The plan is a frozen defined-benefit pension. Cincinnati Children's Hospital Medical Center announced in September 2024 that benefit accruals would cease on January 1, 2026. Employees hired or rehired after June 30, 2024, were already ineligible. Accrued benefits remain intact but will not grow. The hospital now directs active employees to a new defined-contribution plan and an existing 403(b).
Who manages investment decisions for the plan?
The plan does not publicly identify a chief investment officer, external OCIO, or investment committee. Given the plan's status as a hospital-sponsored, single-employer pension, investment oversight likely resides within the medical center's finance and treasury function. No named investment staff have been disclosed.
What asset classes does the plan invest in?
The portfolio includes global equity, multi-asset credit, mixed-use private real estate, and a liability-hedging portfolio.

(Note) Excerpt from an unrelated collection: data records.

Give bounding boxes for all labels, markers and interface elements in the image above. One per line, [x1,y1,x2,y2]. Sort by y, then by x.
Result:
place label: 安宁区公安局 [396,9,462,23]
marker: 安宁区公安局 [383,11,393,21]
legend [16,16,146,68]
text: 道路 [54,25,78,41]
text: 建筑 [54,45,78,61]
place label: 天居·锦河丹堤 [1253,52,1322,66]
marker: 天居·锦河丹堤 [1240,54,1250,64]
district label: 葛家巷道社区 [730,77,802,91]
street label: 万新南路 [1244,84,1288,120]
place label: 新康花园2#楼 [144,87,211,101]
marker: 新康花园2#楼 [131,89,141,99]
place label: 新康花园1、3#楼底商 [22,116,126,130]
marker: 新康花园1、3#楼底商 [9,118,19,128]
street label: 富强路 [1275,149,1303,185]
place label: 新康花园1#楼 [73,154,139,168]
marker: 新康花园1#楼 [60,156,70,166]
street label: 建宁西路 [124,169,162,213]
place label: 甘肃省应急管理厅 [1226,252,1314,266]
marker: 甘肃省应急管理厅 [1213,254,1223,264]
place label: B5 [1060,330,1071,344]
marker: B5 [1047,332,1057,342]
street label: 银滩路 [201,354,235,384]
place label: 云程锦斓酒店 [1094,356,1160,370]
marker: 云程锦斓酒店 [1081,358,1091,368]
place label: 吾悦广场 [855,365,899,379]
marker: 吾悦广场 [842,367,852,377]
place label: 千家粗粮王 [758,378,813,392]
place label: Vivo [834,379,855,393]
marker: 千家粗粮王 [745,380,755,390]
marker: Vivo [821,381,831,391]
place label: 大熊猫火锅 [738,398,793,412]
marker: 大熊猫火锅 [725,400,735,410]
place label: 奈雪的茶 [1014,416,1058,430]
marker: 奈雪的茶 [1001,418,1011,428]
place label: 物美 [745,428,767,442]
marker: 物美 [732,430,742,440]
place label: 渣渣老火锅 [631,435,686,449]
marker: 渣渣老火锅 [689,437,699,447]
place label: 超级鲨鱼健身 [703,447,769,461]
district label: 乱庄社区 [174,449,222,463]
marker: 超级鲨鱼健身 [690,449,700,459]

The equity allocation drives return, while the credit and hedging portfolios manage duration and plan liabilities. No further breakdown by geography, manager, or strategy is publicly available.
Does the plan accept proposals from external managers?
There is no public indication that the plan is actively seeking new manager relationships. Given the freeze and runoff status, the plan is more likely to be reducing or maintaining existing allocations than adding new mandates. External managers should assume limited near-term opportunity.
How does this plan differ from the hospital's other retirement offerings?
The pension plan is a legacy defined-benefit structure that provided a guaranteed retirement income based on salary and service. The hospital also offers a 403(b) defined-contribution plan where employees contribute their own savings, and a new CCC Plan that replaced the frozen pension for active employees. The frozen pension is in runoff; the other plans continue as active savings vehicles.